## AIM OF THE TASK
Below is a block of records. Copy every line in it that contains the word "Maulawin".

## DATA EXTRACTS
# # # # # # #

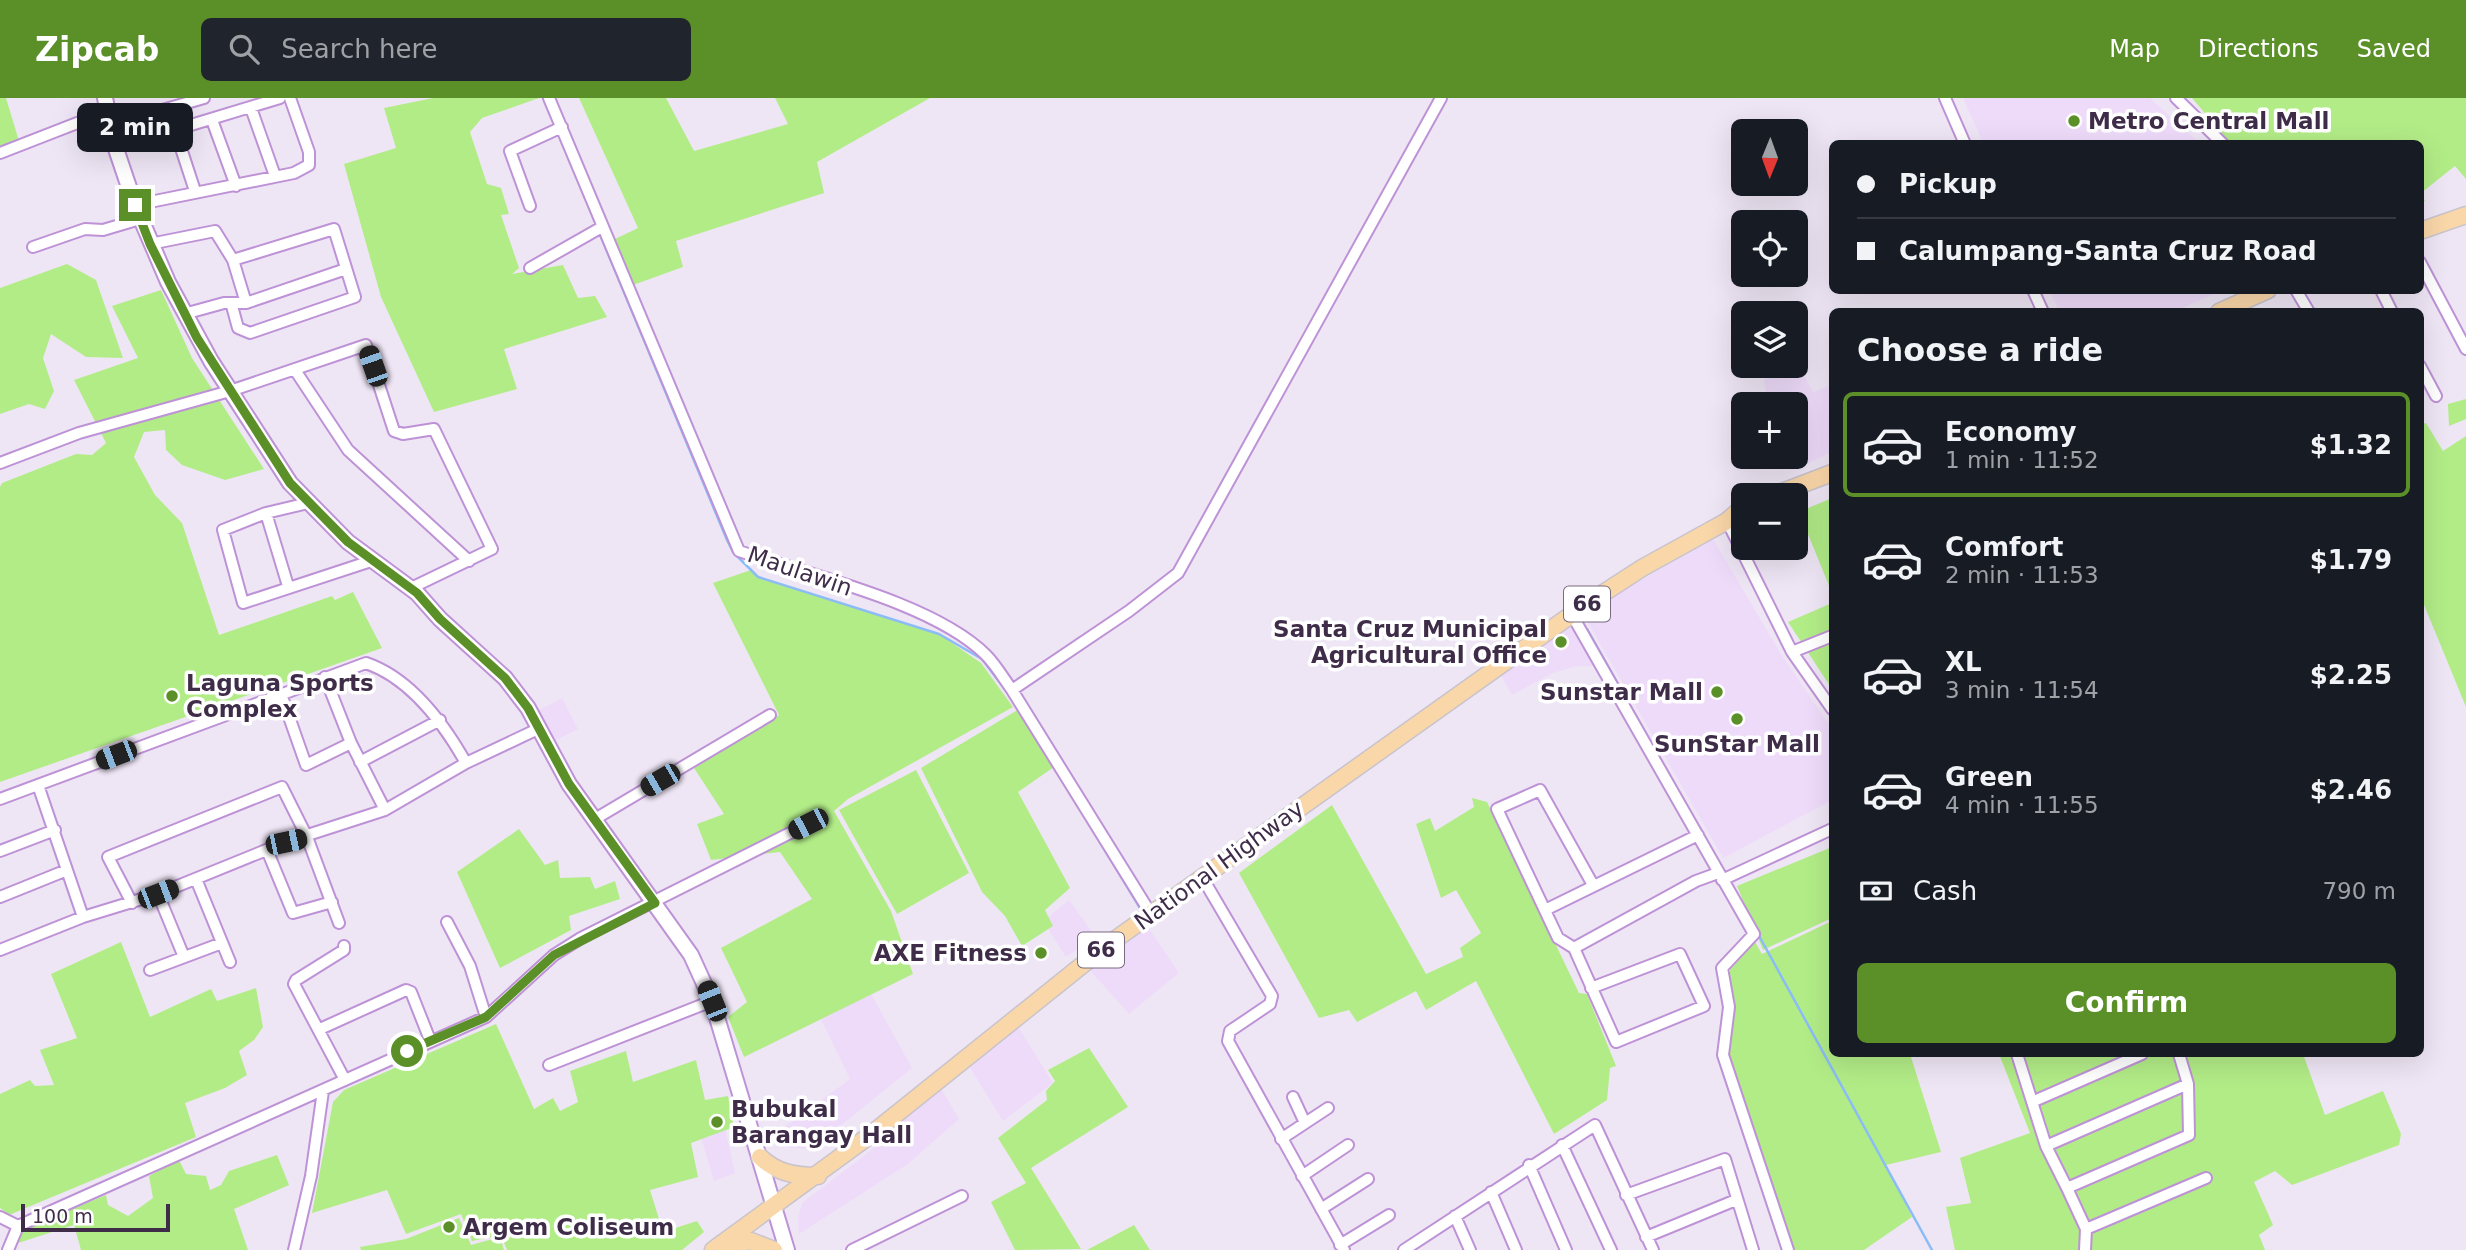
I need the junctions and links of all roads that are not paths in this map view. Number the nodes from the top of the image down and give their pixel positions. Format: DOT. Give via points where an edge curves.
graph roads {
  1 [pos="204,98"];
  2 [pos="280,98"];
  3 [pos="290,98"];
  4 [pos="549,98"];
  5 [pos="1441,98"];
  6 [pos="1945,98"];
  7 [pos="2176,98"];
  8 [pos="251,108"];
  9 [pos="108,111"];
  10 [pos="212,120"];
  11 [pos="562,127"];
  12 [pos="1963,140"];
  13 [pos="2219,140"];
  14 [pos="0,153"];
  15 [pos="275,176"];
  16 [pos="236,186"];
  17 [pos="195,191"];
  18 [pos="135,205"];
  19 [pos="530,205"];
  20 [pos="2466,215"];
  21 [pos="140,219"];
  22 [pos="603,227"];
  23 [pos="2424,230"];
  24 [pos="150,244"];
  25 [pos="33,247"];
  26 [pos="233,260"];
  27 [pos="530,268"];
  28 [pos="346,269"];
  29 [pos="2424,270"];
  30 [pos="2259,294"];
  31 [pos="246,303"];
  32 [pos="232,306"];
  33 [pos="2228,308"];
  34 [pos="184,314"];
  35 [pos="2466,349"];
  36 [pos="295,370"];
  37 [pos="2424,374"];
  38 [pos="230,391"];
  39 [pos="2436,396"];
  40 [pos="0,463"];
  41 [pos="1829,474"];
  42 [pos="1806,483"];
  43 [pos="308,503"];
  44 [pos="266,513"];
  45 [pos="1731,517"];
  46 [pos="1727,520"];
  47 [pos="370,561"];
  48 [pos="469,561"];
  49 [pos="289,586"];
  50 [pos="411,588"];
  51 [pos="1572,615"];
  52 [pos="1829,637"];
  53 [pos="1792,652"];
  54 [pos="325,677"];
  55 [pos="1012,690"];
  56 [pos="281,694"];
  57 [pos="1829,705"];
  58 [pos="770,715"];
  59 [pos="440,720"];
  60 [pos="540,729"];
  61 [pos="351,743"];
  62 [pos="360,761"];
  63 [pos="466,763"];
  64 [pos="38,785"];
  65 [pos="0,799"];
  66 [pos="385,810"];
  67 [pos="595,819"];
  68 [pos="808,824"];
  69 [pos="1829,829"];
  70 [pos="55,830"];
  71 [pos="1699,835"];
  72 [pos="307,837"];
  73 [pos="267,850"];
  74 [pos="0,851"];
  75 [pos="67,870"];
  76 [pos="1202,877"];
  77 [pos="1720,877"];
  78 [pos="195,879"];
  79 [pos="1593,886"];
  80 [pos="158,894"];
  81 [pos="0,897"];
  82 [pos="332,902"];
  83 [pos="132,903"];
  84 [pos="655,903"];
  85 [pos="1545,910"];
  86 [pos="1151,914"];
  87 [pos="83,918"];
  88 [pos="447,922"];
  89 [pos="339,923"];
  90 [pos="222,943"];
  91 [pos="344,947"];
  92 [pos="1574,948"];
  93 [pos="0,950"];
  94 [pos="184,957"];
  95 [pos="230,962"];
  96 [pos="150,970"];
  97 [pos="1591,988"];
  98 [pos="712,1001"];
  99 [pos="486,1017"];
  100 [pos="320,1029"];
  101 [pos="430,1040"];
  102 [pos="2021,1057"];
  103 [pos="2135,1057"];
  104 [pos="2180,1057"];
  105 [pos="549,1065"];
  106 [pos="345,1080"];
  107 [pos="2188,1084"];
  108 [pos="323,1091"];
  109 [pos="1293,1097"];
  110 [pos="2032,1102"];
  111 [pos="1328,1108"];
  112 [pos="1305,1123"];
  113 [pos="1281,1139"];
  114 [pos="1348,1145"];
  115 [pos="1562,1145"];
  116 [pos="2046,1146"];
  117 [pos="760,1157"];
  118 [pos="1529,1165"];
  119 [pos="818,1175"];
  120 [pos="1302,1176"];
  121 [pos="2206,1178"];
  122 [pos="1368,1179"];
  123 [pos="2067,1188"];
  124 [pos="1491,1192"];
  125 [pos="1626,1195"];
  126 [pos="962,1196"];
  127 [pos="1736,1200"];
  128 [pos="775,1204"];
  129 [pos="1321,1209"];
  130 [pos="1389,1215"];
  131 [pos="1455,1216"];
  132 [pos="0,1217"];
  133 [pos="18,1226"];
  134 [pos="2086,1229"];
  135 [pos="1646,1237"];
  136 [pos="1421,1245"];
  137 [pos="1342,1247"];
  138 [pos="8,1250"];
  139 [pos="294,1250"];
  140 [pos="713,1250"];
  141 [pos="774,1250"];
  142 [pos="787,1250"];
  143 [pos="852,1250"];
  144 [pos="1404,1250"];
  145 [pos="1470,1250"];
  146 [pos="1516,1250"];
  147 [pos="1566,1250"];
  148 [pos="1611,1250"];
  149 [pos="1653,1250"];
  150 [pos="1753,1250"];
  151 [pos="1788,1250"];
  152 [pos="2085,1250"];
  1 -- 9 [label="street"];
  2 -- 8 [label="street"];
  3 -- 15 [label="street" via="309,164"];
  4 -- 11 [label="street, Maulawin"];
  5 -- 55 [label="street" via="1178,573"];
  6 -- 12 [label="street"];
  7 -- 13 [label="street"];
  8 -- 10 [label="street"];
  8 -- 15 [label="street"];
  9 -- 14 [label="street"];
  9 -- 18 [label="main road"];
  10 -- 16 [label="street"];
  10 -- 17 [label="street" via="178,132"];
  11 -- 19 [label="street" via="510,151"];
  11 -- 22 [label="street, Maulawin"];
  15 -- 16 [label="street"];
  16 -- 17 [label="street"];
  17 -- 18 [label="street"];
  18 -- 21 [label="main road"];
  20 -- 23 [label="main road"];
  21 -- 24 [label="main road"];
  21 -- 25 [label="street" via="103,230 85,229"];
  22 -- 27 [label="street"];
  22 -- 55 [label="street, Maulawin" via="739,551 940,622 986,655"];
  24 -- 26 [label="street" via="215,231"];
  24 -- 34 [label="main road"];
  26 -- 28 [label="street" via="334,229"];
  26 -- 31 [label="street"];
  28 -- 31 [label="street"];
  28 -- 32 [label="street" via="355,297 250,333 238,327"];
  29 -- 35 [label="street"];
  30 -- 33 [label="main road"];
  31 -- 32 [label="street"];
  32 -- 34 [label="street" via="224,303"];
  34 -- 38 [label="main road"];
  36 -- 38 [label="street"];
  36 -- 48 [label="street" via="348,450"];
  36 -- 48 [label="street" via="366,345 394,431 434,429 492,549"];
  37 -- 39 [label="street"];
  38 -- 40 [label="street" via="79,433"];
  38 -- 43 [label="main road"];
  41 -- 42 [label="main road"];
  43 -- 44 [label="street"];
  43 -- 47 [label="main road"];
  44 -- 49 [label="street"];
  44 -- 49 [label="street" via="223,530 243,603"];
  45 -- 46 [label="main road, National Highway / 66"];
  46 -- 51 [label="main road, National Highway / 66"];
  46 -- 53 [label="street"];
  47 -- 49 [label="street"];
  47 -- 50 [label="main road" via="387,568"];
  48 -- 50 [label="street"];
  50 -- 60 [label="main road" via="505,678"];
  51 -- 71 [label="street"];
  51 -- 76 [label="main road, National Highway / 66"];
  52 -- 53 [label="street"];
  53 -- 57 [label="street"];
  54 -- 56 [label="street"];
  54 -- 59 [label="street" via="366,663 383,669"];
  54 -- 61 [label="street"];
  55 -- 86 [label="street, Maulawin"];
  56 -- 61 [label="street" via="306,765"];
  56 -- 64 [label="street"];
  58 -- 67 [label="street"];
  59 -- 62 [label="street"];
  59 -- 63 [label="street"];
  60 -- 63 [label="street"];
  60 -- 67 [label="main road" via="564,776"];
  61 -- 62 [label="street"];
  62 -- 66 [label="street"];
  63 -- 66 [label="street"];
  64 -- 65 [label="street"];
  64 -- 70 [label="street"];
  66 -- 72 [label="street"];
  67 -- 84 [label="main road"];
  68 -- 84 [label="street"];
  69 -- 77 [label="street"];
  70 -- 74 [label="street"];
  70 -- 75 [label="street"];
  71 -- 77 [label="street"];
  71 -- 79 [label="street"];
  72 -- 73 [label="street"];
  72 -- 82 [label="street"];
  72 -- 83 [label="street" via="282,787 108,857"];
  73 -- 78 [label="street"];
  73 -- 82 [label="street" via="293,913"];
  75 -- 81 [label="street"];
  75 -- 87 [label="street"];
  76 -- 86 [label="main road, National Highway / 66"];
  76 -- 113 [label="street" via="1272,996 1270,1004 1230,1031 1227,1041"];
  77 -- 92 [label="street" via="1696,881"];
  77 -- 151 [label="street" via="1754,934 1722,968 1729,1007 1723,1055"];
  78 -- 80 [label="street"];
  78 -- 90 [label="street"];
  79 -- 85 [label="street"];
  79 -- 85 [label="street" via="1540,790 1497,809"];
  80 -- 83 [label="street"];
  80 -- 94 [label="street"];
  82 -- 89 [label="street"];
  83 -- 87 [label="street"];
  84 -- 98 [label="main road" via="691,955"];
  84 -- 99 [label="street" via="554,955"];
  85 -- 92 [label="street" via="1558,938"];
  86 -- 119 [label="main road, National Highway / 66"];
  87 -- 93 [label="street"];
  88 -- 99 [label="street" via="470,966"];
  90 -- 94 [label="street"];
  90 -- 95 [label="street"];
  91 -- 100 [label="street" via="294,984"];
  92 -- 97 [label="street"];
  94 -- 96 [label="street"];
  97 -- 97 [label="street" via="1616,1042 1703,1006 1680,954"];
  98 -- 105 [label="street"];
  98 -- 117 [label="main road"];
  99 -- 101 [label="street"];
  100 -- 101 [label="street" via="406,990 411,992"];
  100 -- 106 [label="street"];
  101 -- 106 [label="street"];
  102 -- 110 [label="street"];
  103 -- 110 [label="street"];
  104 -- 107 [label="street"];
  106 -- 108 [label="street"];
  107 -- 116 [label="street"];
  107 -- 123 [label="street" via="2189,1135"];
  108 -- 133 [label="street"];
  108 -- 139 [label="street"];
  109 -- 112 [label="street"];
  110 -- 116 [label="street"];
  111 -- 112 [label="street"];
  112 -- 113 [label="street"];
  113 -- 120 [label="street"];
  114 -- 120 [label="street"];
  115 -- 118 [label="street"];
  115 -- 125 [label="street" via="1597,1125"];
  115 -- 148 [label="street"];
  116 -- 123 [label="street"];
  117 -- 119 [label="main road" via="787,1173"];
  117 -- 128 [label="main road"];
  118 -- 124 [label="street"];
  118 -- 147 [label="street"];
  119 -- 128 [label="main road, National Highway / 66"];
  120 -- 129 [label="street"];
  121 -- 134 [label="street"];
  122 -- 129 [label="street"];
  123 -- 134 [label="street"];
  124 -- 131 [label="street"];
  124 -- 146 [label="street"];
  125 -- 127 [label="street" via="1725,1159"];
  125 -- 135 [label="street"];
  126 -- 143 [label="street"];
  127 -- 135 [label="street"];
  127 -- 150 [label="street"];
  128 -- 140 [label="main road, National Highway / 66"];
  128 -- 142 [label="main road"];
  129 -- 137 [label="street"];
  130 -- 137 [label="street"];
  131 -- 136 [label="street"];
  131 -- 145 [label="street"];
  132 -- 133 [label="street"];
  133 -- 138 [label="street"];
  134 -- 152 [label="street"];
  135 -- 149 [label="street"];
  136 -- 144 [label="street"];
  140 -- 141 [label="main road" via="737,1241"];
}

# # # # # # #

## EXERCISE SOLUTION
  4 -- 11 [label="street, Maulawin"];
  11 -- 22 [label="street, Maulawin"];
  22 -- 55 [label="street, Maulawin" via="739,551 940,622 986,655"];
  55 -- 86 [label="street, Maulawin"];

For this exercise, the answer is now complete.